**What you have to do:**
Restate, in full and unchanged, the entries that follow, but not their pictures.

[Dataset entries]
* * * * * * *
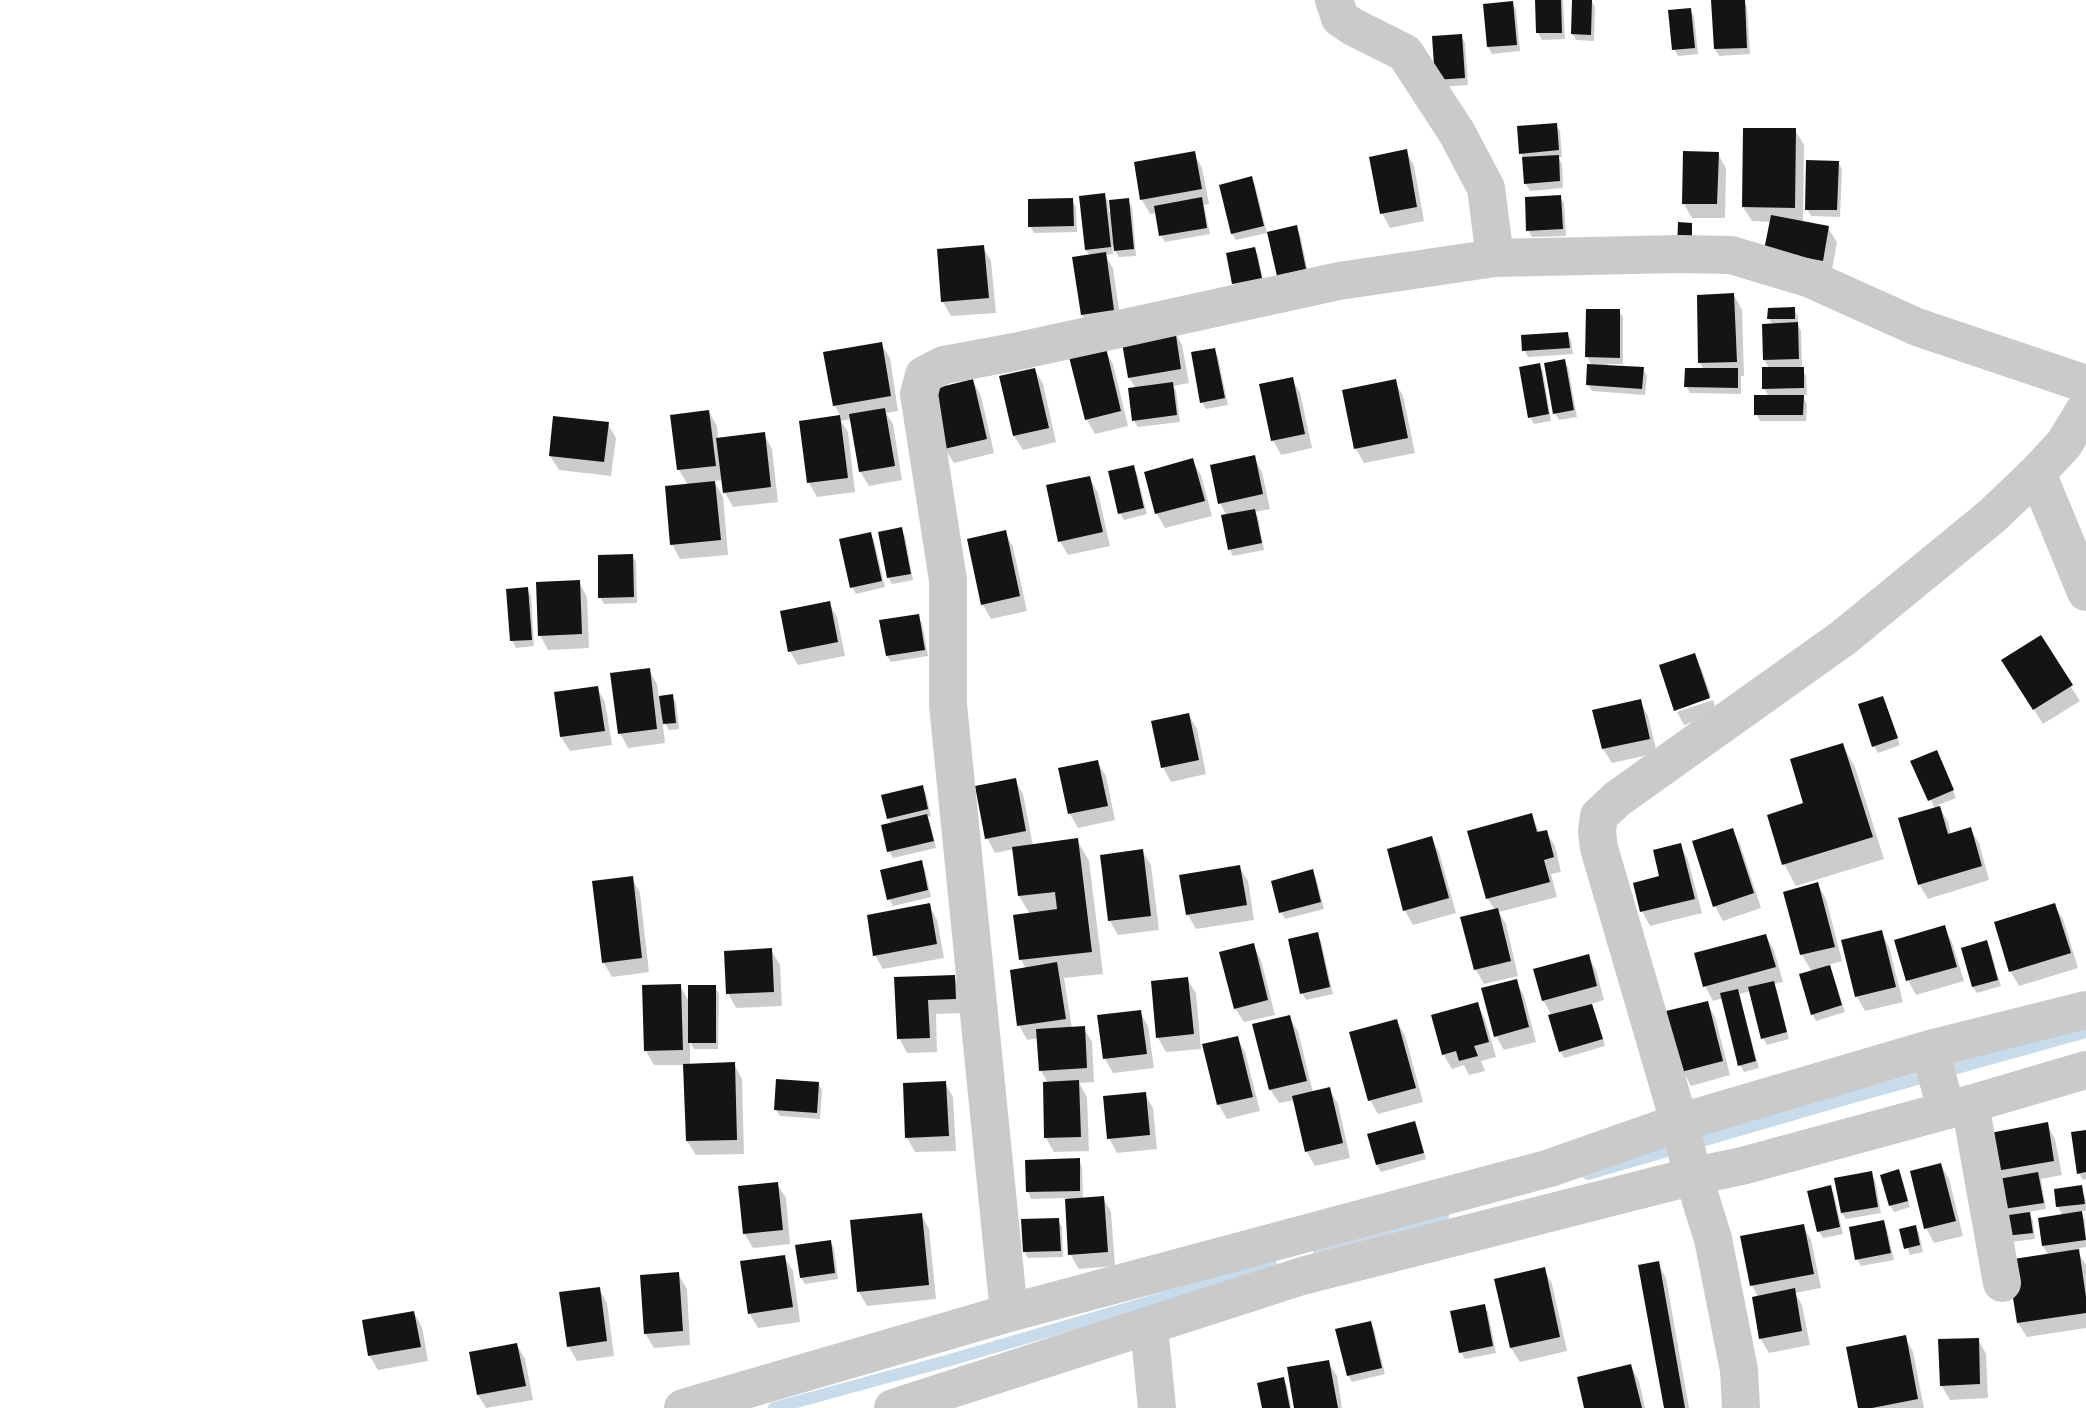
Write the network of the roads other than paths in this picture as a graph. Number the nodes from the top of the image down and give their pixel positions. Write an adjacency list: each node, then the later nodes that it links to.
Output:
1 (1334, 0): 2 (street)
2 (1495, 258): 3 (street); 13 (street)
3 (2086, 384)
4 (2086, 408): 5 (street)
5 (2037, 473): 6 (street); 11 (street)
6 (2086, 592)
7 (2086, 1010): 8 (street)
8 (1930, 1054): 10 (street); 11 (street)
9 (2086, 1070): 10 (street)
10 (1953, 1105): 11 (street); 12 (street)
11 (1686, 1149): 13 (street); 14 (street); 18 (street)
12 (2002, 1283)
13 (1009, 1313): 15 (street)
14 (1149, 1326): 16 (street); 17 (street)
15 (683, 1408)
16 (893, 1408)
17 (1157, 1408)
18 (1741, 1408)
* * * * * * *
**Problem solution:**
Write the network of the roads other than paths in this picture as a graph. Number the nodes from the top of the image down and give their pixel positions. Write an adjacency list: each node, then the later nodes that it links to.
Output:
1 (1334, 0): 2 (street)
2 (1495, 258): 3 (street); 13 (street)
3 (2086, 384)
4 (2086, 408): 5 (street)
5 (2037, 473): 6 (street); 11 (street)
6 (2086, 592)
7 (2086, 1010): 8 (street)
8 (1930, 1054): 10 (street); 11 (street)
9 (2086, 1070): 10 (street)
10 (1953, 1105): 11 (street); 12 (street)
11 (1686, 1149): 13 (street); 14 (street); 18 (street)
12 (2002, 1283)
13 (1009, 1313): 15 (street)
14 (1149, 1326): 16 (street); 17 (street)
15 (683, 1408)
16 (893, 1408)
17 (1157, 1408)
18 (1741, 1408)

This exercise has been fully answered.